How to complete this task |
From the entries, copy each line that includes "dead".

/---

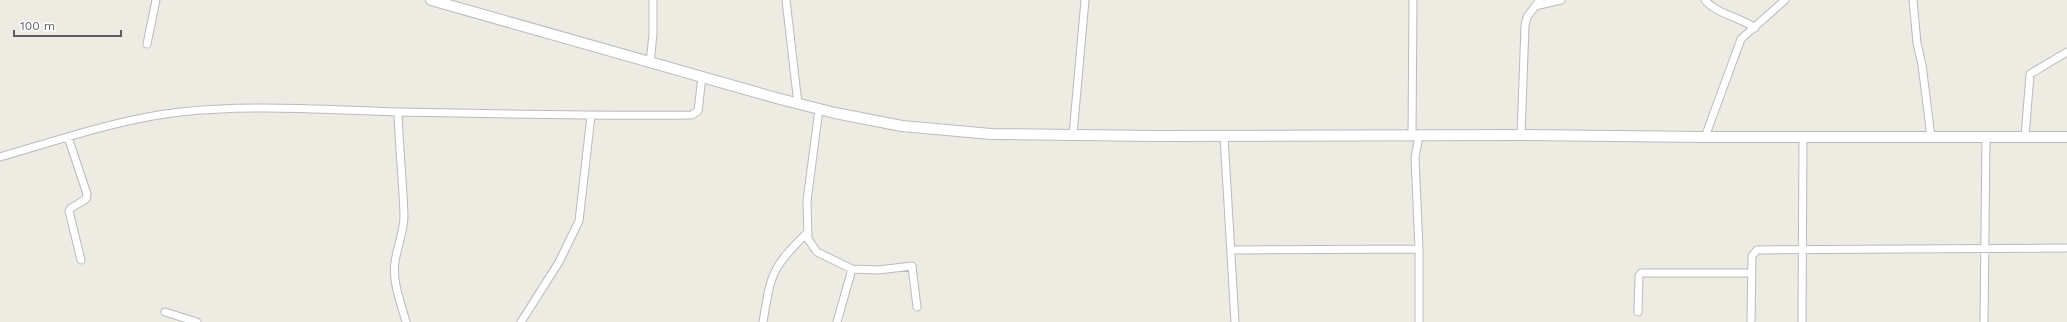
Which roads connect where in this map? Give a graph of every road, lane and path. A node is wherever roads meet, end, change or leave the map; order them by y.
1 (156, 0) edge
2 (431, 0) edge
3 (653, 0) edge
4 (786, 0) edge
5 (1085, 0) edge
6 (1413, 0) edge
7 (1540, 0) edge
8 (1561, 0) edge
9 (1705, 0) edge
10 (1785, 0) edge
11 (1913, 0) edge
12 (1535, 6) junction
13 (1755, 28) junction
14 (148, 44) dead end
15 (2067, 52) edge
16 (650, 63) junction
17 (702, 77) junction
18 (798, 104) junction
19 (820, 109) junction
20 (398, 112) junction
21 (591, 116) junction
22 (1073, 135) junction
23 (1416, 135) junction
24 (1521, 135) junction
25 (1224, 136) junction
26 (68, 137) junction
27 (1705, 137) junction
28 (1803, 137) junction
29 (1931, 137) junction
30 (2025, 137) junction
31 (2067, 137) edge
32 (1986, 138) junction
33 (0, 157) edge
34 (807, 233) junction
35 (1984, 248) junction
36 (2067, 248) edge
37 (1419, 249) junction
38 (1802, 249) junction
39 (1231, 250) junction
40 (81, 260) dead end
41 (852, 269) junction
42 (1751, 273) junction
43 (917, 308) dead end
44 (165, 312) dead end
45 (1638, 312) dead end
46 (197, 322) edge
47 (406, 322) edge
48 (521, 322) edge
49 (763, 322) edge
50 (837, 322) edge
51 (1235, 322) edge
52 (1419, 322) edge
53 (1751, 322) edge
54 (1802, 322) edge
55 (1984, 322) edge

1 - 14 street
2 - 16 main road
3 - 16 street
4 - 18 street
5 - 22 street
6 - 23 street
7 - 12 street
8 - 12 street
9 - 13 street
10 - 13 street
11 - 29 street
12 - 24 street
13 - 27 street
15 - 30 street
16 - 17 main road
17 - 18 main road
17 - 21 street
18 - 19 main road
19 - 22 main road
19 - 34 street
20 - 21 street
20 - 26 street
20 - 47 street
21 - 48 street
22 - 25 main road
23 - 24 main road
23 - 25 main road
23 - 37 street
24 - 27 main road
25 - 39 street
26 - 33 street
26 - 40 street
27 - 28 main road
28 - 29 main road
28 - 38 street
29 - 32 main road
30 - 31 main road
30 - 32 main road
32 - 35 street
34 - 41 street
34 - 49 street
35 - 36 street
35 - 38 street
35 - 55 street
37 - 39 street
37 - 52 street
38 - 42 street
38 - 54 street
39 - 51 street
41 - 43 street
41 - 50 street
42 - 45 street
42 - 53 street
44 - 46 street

\---

Exercise answer |
14 (148, 44) dead end
40 (81, 260) dead end
43 (917, 308) dead end
44 (165, 312) dead end
45 (1638, 312) dead end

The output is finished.